TASK TO CARRY OUT:
Count the lines in the records below that contain the word "Botaniczna", and reply with only that number.
= = =
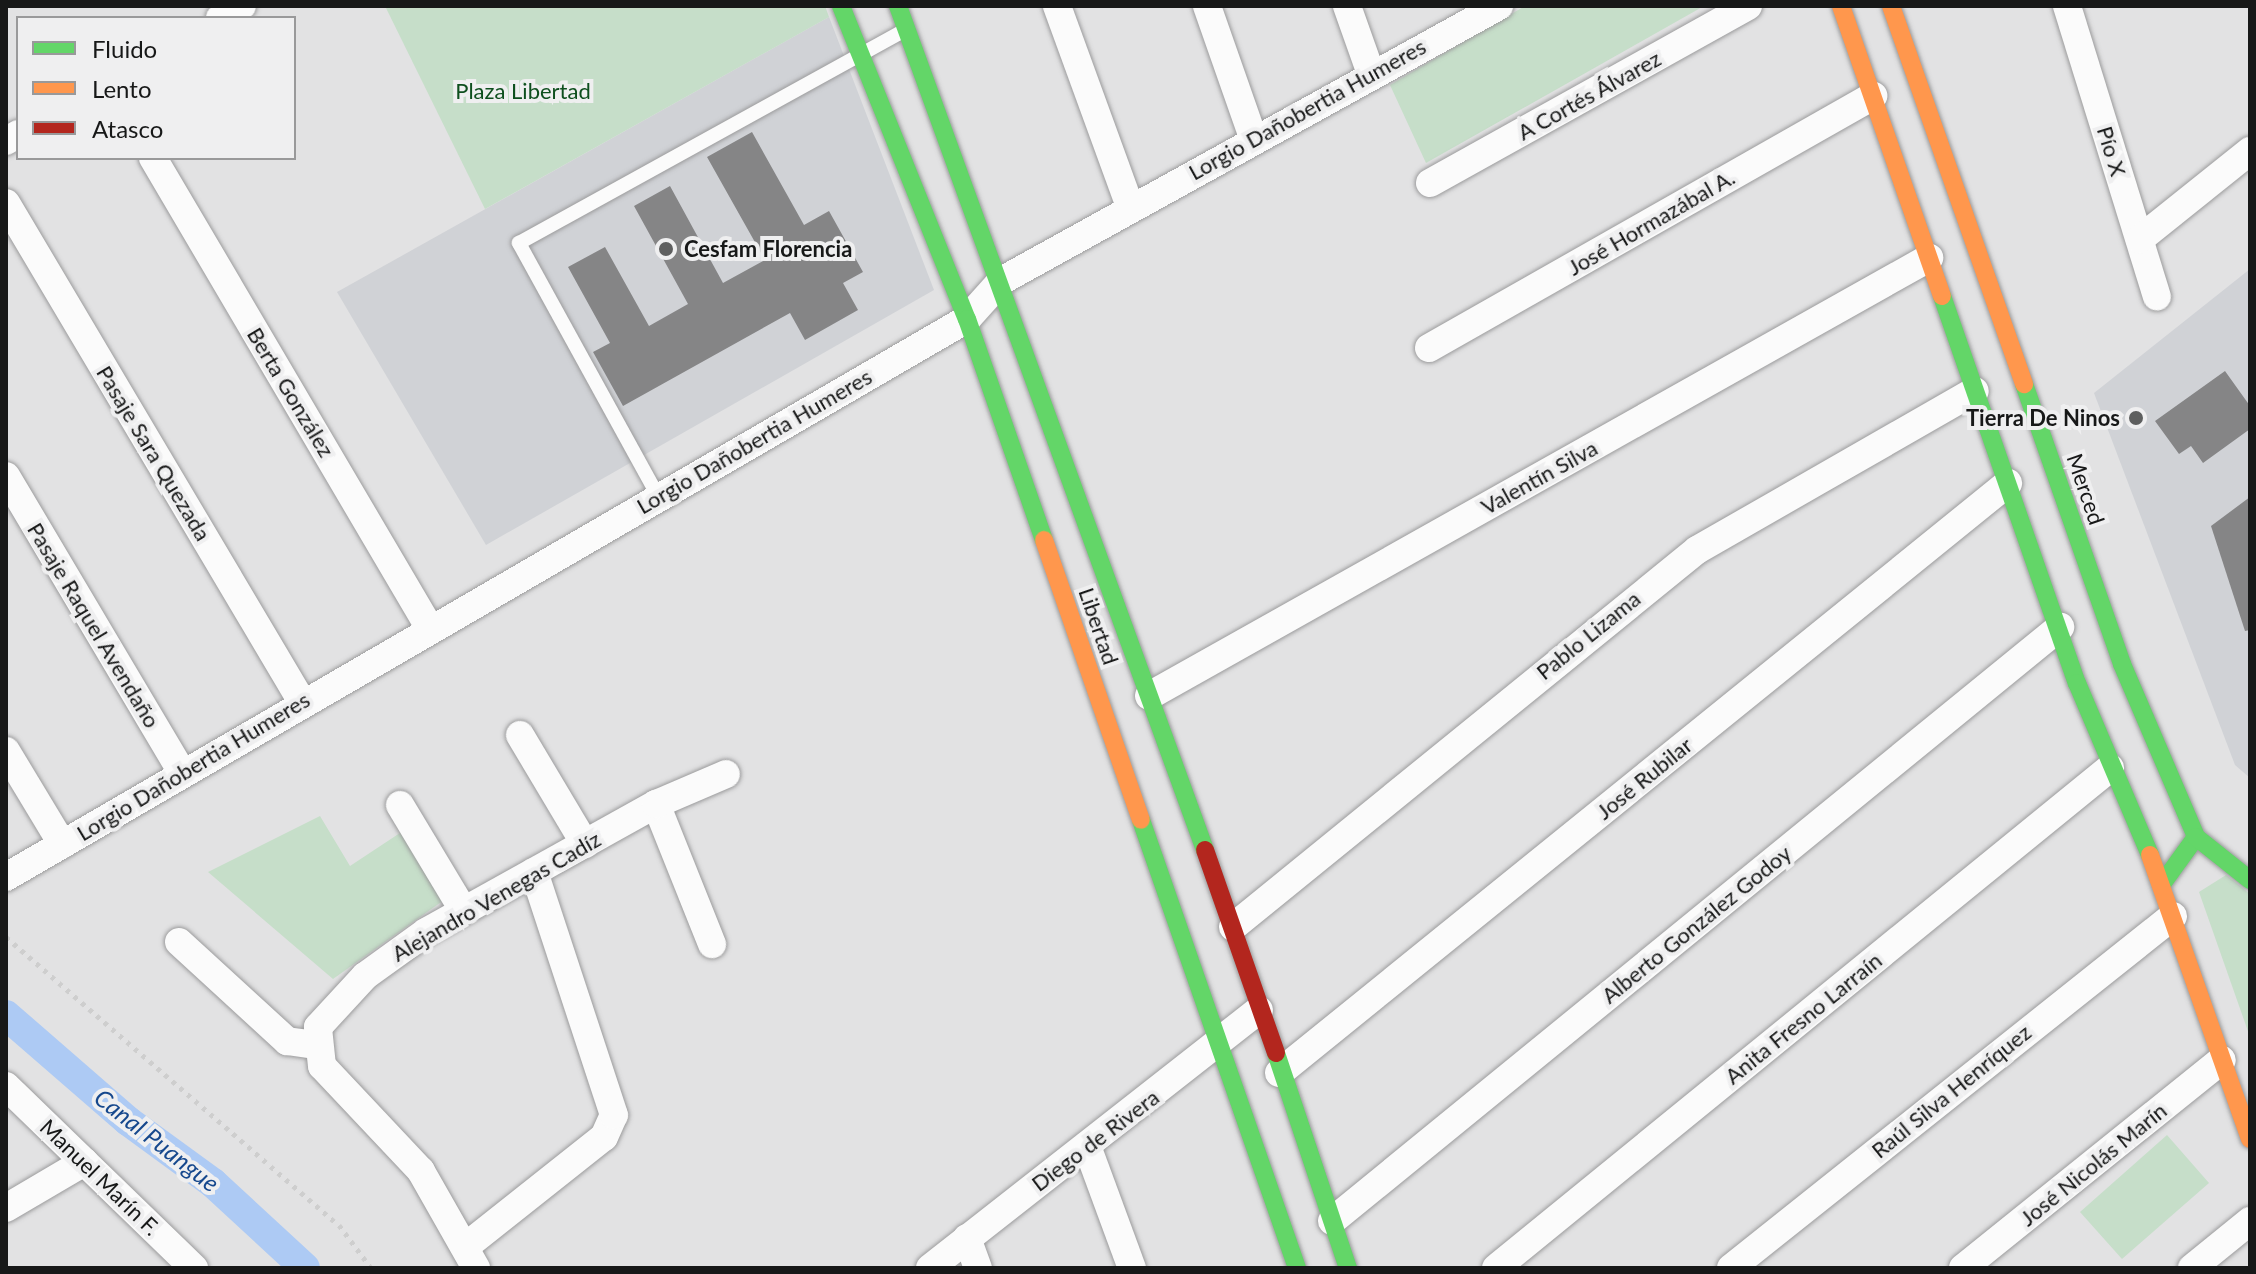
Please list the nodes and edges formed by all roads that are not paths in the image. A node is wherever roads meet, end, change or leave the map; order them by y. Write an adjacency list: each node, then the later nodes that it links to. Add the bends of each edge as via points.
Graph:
1 (242, 6): 12 (street)
2 (841, 6): 14 (street, Libertad)
3 (898, 6): 13 (street, Libertad)
4 (1057, 6): 22 (street)
5 (1207, 6): 17 (street)
6 (1347, 6): 15 (street)
7 (1499, 6): 15 (street, Lorgio Dañobertia Humeres)
8 (1748, 6): 20 (street, A Cortés Álvarez)
9 (1841, 6): 16 (street)
10 (1891, 6): 44 (street, Merced, via 2122,664)
11 (2067, 6): 23 (street, Pío X)
12 (224, 16)
13 (906, 28): 14 (lane); 25 (street, Libertad)
14 (856, 51): 27 (street, Libertad); 32 (lane, via 519,243)
15 (1370, 71): 17 (street, Lorgio Dañobertia Humeres)
16 (1873, 96): 24 (street); 28 (street, José Hormazábal A.)
17 (1253, 137): 22 (street, Lorgio Dañobertia Humeres)
18 (2250, 151): 23 (street)
19 (154, 160): 33 (street, Berta González)
20 (1430, 183)
21 (6, 203): 36 (street, Pasaje Sara Quezada)
22 (1130, 207): 25 (street, Lorgio Dañobertia Humeres)
23 (2140, 239): 26 (street, Pío X)
24 (1929, 258): 29 (street); 35 (street, Valentín Silva)
25 (1001, 281): 27 (street, Lorgio Dañobertia Humeres); 35 (street, Libertad)
26 (2157, 296)
27 (967, 319): 32 (street, Lorgio Dañobertia Humeres); 57 (street, Libertad)
28 (1429, 348)
29 (1975, 391): 31 (street); 53 (street, Pablo Lizama, via 1697,550)
30 (6, 476): 40 (street, Pasaje Raquel Avendaño)
31 (2008, 483): 34 (street); 60 (street, José Rubilar)
32 (658, 496): 33 (street, Lorgio Dañobertia Humeres)
33 (429, 627): 36 (street, Lorgio Dañobertia Humeres)
34 (2060, 627): 39 (street); 66 (street, Alberto González Godoy)
35 (1149, 696): 53 (street, Libertad)
36 (302, 702): 40 (street, Lorgio Dañobertia Humeres)
37 (520, 735): 46 (street)
38 (6, 751): 45 (street)
39 (2110, 768): 50 (street); 76 (street, Anita Fresno Larraín)
40 (182, 773): 45 (street, Lorgio Dañobertia Humeres)
41 (726, 774): 42 (street, Alejandro Venegas Cadíz)
42 (656, 804): 46 (street, Alejandro Venegas Cadíz); 55 (street)
43 (400, 805): 51 (street)
44 (2196, 837): 49 (street); 50 (street)
45 (62, 844): 48 (street, Lorgio Dañobertia Humeres)
46 (585, 844): 47 (street, Alejandro Venegas Cadíz)
47 (534, 872): 51 (street, Alejandro Venegas Cadíz); 69 (street, via 614,1115 604,1137)
48 (6, 877)
49 (2250, 880)
50 (2162, 884): 52 (street)
51 (463, 910): 58 (street, Alejandro Venegas Cadíz, via 365,976 323,1019)
52 (2173, 916): 59 (street); 77 (street, Raúl Silva Henríquez)
53 (1233, 927): 56 (street, Libertad)
54 (179, 942): 58 (street, via 287,1041)
55 (712, 944)
56 (1259, 1010): 57 (street, Diego de Rivera); 60 (street, Libertad)
57 (1220, 1043): 63 (street, Diego de Rivera); 74 (street, Libertad)
58 (315, 1045): 69 (street, via 322,1066 421,1171)
59 (2222, 1060): 62 (street); 78 (street, José Nicolás Marín)
60 (1279, 1073): 66 (street, Libertad)
61 (6, 1086): 64 (street, Manuel Marín F.)
62 (2250, 1139)
63 (1087, 1146): 68 (street, Diego de Rivera); 73 (street)
64 (84, 1162): 65 (street); 70 (street, Manuel Marín F.)
65 (6, 1208)
66 (1332, 1221): 75 (street, Libertad)
67 (2250, 1221): 79 (street)
68 (967, 1238): 71 (street, Diego de Rivera); 72 (street)
69 (470, 1258)
70 (194, 1268)
71 (930, 1268)
72 (978, 1268)
73 (1132, 1268)
74 (1297, 1268)
75 (1348, 1268)
76 (1496, 1268)
77 (1731, 1268)
78 (1963, 1268)
79 (2192, 1268)

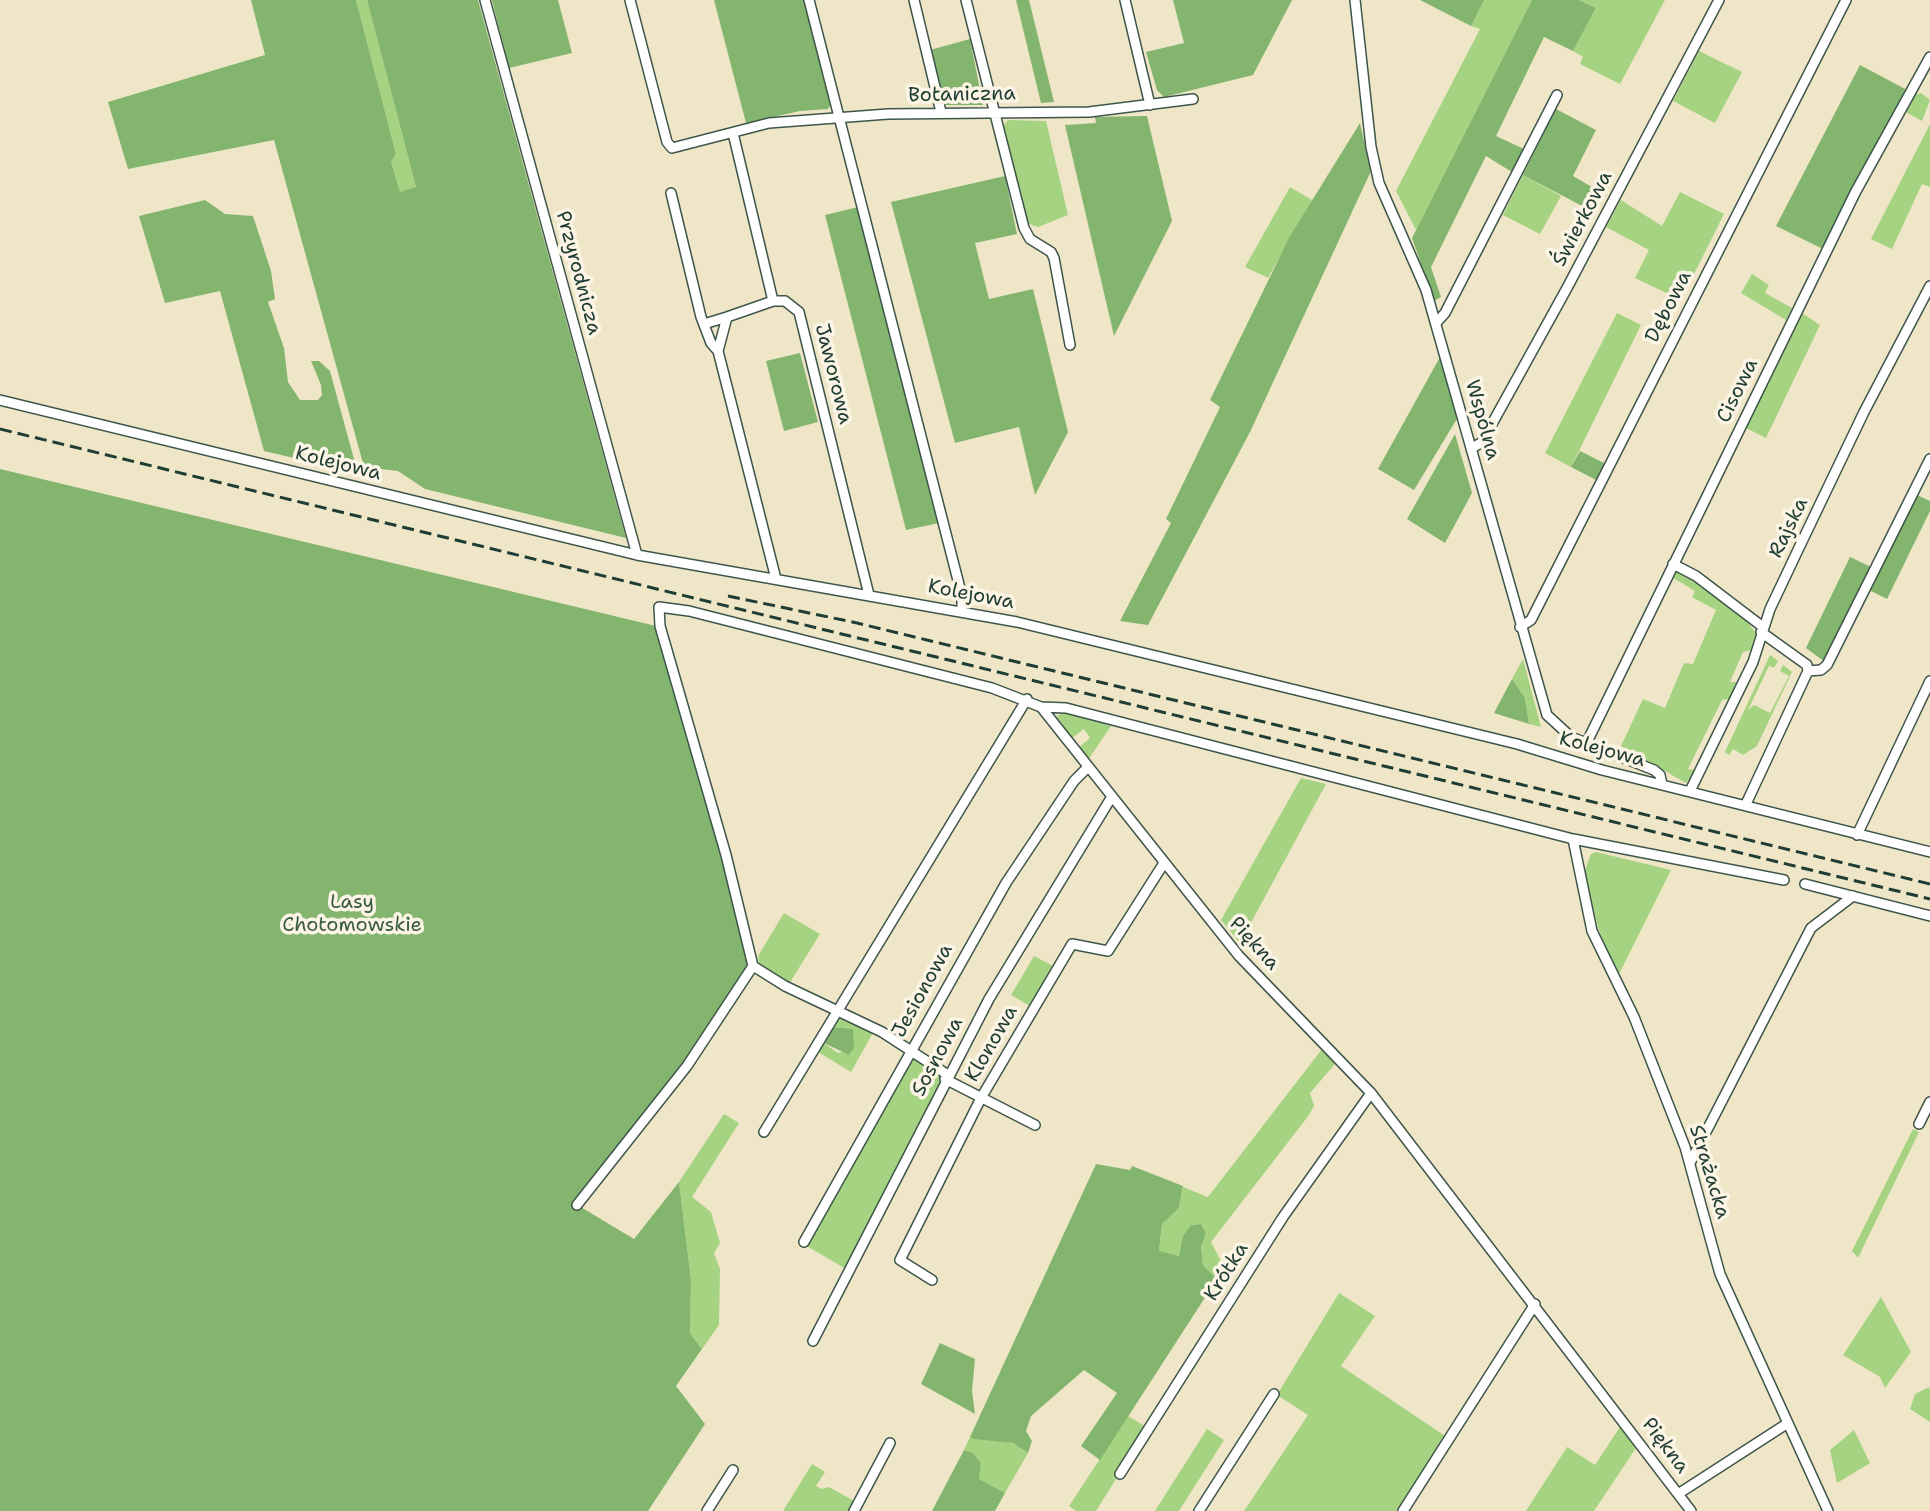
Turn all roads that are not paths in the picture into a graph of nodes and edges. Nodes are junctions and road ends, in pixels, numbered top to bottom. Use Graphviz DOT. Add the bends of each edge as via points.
graph roads {
  1 [pos="485,0"];
  2 [pos="630,0"];
  3 [pos="809,0"];
  4 [pos="914,0"];
  5 [pos="966,0"];
  6 [pos="1125,0"];
  7 [pos="1355,0"];
  8 [pos="1719,0"];
  9 [pos="1846,0"];
  10 [pos="1930,57"];
  11 [pos="1557,95"];
  12 [pos="1193,99"];
  13 [pos="1150,105"];
  14 [pos="993,110"];
  15 [pos="941,112"];
  16 [pos="841,118"];
  17 [pos="733,133"];
  18 [pos="671,193"];
  19 [pos="1930,286"];
  20 [pos="773,301"];
  21 [pos="727,317"];
  22 [pos="1436,323"];
  23 [pos="704,324"];
  24 [pos="1070,345"];
  25 [pos="718,351"];
  26 [pos="0,400"];
  27 [pos="1471,449"];
  28 [pos="1930,459"];
  29 [pos="637,555"];
  30 [pos="1673,564"];
  31 [pos="776,579"];
  32 [pos="869,595"];
  33 [pos="962,610"];
  34 [pos="1520,627"];
  35 [pos="1762,630"];
  36 [pos="1808,671"];
  37 [pos="1930,681"];
  38 [pos="1027,699"];
  39 [pos="1041,707"];
  40 [pos="1586,744"];
  41 [pos="1088,767"];
  42 [pos="1662,785"];
  43 [pos="1690,791"];
  44 [pos="1111,798"];
  45 [pos="1746,804"];
  46 [pos="1857,835"];
  47 [pos="1573,839"];
  48 [pos="1930,852"];
  49 [pos="1164,863"];
  50 [pos="1784,880"];
  51 [pos="1805,884"];
  52 [pos="1853,896"];
  53 [pos="1930,916"];
  54 [pos="753,966"];
  55 [pos="839,1010"];
  56 [pos="910,1051"];
  57 [pos="946,1077"];
  58 [pos="1371,1093"];
  59 [pos="981,1098"];
  60 [pos="1930,1102"];
  61 [pos="1919,1124"];
  62 [pos="1035,1125"];
  63 [pos="764,1132"];
  64 [pos="1690,1163"];
  65 [pos="577,1205"];
  66 [pos="804,1242"];
  67 [pos="932,1280"];
  68 [pos="1535,1304"];
  69 [pos="813,1341"];
  70 [pos="1274,1394"];
  71 [pos="1788,1423"];
  72 [pos="890,1443"];
  73 [pos="733,1470"];
  74 [pos="1120,1474"];
  75 [pos="1678,1494"];
  76 [pos="707,1511"];
  77 [pos="854,1511"];
  78 [pos="1199,1511"];
  79 [pos="1403,1511"];
  80 [pos="1691,1511"];
  81 [pos="1828,1511"];
  1 -- 29 [label="street, Przyrodnicza"];
  2 -- 17 [label="street, Botaniczna" via="668,145 691,146"];
  3 -- 16 [label="street"];
  4 -- 15 [label="street"];
  5 -- 14 [label="street"];
  6 -- 13 [label="street"];
  7 -- 22 [label="street, Wspólna" via="1379,183 1418,267"];
  8 -- 27 [label="street, Świerkowa" via="1482,442"];
  9 -- 34 [label="street, Dębowa" via="1531,620"];
  10 -- 30 [label="street, Cisowa" via="1855,193"];
  11 -- 22 [label="street"];
  12 -- 13 [label="street, Botaniczna"];
  13 -- 14 [label="street, Botaniczna" via="1051,113"];
  14 -- 15 [label="street, Botaniczna"];
  14 -- 24 [label="street" via="1024,228 1054,258"];
  15 -- 16 [label="street, Botaniczna"];
  16 -- 17 [label="street, Botaniczna" via="769,123"];
  16 -- 33 [label="street"];
  17 -- 20 [label="street"];
  18 -- 23 [label="street"];
  19 -- 35 [label="street, Rajska" via="1864,412"];
  20 -- 21 [label="street"];
  20 -- 32 [label="street, Jaworowa" via="785,301 799,312"];
  21 -- 23 [label="street"];
  21 -- 25 [label="street"];
  22 -- 27 [label="street, Wspólna"];
  23 -- 25 [label="street"];
  25 -- 31 [label="street"];
  26 -- 29 [label="street, Kolejowa"];
  27 -- 34 [label="street, Wspólna"];
  28 -- 36 [label="street" via="1827,665"];
  29 -- 31 [label="street, Kolejowa"];
  30 -- 35 [label="street" via="1696,576"];
  30 -- 40 [label="street, Cisowa"];
  31 -- 32 [label="street, Kolejowa"];
  32 -- 33 [label="street, Kolejowa"];
  33 -- 42 [label="street, Kolejowa" via="1517,744"];
  34 -- 40 [label="street, Wspólna" via="1547,715 1561,732"];
  35 -- 36 [label="street"];
  35 -- 43 [label="street, Rajska" via="1753,662"];
  36 -- 45 [label="street"];
  37 -- 46 [label="street"];
  38 -- 39 [label="street, Piękna"];
  38 -- 54 [label="street, Piękna" via="659,607"];
  38 -- 55 [label="street"];
  39 -- 41 [label="street, Piękna"];
  39 -- 47 [label="street" via="1066,708"];
  40 -- 42 [label="street, Wspólna" via="1654,770"];
  41 -- 44 [label="street, Piękna"];
  41 -- 56 [label="street, Jesionowa" via="1006,883"];
  42 -- 43 [label="street, Kolejowa"];
  43 -- 45 [label="street, Kolejowa"];
  44 -- 49 [label="street, Piękna"];
  44 -- 57 [label="street, Sosnowa"];
  45 -- 46 [label="street, Kolejowa"];
  46 -- 48 [label="street, Kolejowa"];
  47 -- 50 [label="street"];
  47 -- 64 [label="street, Strażacka" via="1592,931 1634,1017"];
  49 -- 58 [label="street, Piękna" via="1239,956"];
  49 -- 59 [label="street, Klonowa" via="1108,951 1072,944"];
  51 -- 52 [label="street"];
  52 -- 53 [label="street"];
  52 -- 64 [label="street" via="1811,928"];
  54 -- 55 [label="street"];
  54 -- 65 [label="street" via="687,1066"];
  55 -- 56 [label="street"];
  55 -- 63 [label="street"];
  56 -- 57 [label="street"];
  56 -- 66 [label="street, Jesionowa"];
  57 -- 59 [label="street"];
  57 -- 69 [label="street, Sosnowa"];
  58 -- 68 [label="street, Piękna"];
  58 -- 74 [label="street, Krótka" via="1283,1217"];
  59 -- 62 [label="street"];
  59 -- 67 [label="street, Klonowa" via="900,1260"];
  60 -- 61 [label="street"];
  64 -- 71 [label="street, Strażacka" via="1720,1274"];
  68 -- 75 [label="street, Piękna"];
  68 -- 79 [label="street"];
  70 -- 78 [label="street"];
  71 -- 75 [label="street"];
  71 -- 81 [label="street, Strażacka"];
  72 -- 77 [label="street"];
  73 -- 76 [label="street"];
  75 -- 80 [label="street, Piękna"];
}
= = =
RESPONSE AREA:
6